O modelo de Distanciamento Controlado, implantado em 11 de maio, já passou por três rodadas de atualização. Ele utiliza 11 critérios para aferir bandeiras mais ou menos restritivas em 20 diferentes regiões, sendo que nove deles tratam de hospitalizações e da estrutura de saúde disponível. Epidemiologistas e matemáticos dentro e fora do RS já alertaram para o risco que isto traz embutido: o foco em número de hospitalizações e de leitos, por si só, não inibe o início do processo, que é a velocidade de transmissão da doença. Soma-se a isso a habilitação constante de leitos, que ajudaria regiões a seguirem com bandeiras menos restritivas mesmo com os casos se reproduzindo em alta velocidade.

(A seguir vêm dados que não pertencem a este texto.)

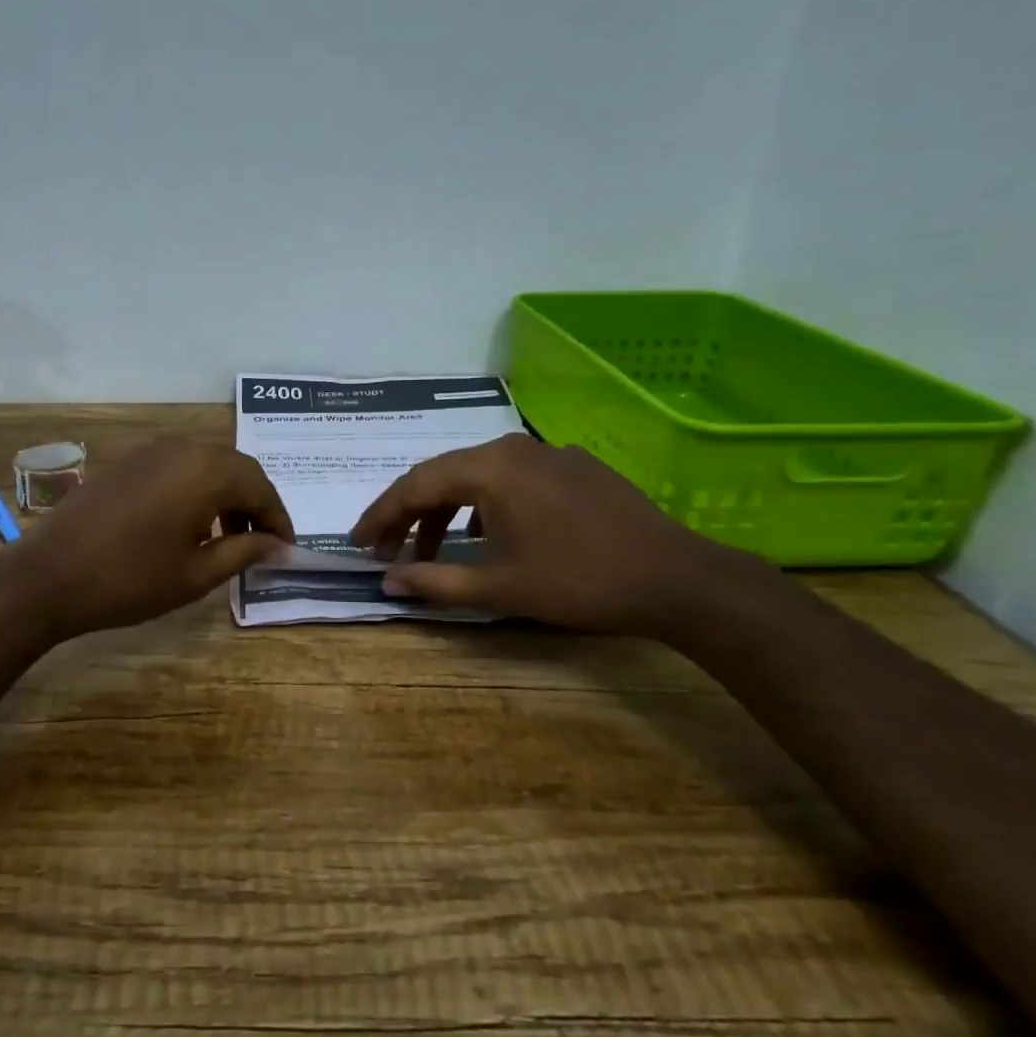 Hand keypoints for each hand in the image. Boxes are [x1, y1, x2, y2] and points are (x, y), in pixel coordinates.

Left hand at [0, 437, 293, 640]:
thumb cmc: (130, 580)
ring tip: (228, 539)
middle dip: (255, 505)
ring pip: (206, 465)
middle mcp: (183, 448)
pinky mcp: (128, 462)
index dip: (278, 519)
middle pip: (236, 469)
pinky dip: (196, 490)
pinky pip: (178, 467)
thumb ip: (244, 552)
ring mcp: (151, 451)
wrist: (48, 575)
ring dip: (226, 496)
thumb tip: (279, 546)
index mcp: (206, 471)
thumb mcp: (196, 574)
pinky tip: (189, 525)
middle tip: (261, 543)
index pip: (260, 487)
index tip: (286, 549)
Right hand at [348, 433, 736, 634]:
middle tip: (387, 551)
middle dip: (408, 515)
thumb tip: (387, 582)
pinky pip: (509, 479)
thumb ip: (435, 581)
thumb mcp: (500, 588)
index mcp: (488, 468)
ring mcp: (545, 453)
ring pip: (475, 477)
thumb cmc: (579, 582)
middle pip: (441, 475)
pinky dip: (483, 506)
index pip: (414, 486)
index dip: (380, 516)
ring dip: (446, 512)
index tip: (358, 544)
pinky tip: (485, 535)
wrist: (677, 578)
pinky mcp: (572, 466)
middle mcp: (510, 448)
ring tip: (432, 550)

Do início da pandemia até o momento, conforme os dados do Executivo, foram habilitados 624 leitos de UTI no Estado. As mudanças anunciadas pelo governador na quinta-feira passada, a partir das quais quatro regiões do Estado acabaram migrando para a bandeira vermelha, buscam corrigir parcialmente este ponto, mas ainda indiretamente. O argumento do governo, contudo, é de que as notas altas na ponta final (hospitalizações e leitos) geram restrições que acabam por obrigar a diminuição do contágio.
Mas parcela dos prefeitos segue apontando que são necessários mais ajustes. E, para parte dos especialistas, as alterações feitas ainda são insuficientes. “As mudanças são muito positivas. É evidente que há uma melhora no modelo. Mas é fato que ele parece controlar o fim do processo, controla leitos de UTI, deixando a prevenção em segundo plano”, avisa o professor do Departamento de Matemática Pura e Aplicada da Ufrgs, Álvaro Krüger Ramos. Segundo Ramos, no modelo atual a bandeira preta é impossível de aparecer em uma região enquanto o sistema de saúde do Estado como um todo não estiver sobrecarregado.
O professor garante ainda que uma mudança simples, a substituição do atual arredondamento com zero casas decimais para um modelo com duas casas decimais nas notas, aliado ao estabelecimento de quatro intervalos iguais, resultaria em uma apuração mais precisa do cenário. “Hoje, mesmo que a região tenha a nota mais alta possível em todos os nove outros quesitos, os quesitos estaduais, em função de o Estado estar com um sistema de saúde sem sobrecarga, vão puxar todo mundo para baixo, e o suficiente para tirar qualquer região da bandeira preta. Na prática, temos um modelo de três bandeiras no qual a bandeira preta faz uma figuração danosa. É como se só pisássemos no freio depois de avançar o sinal.”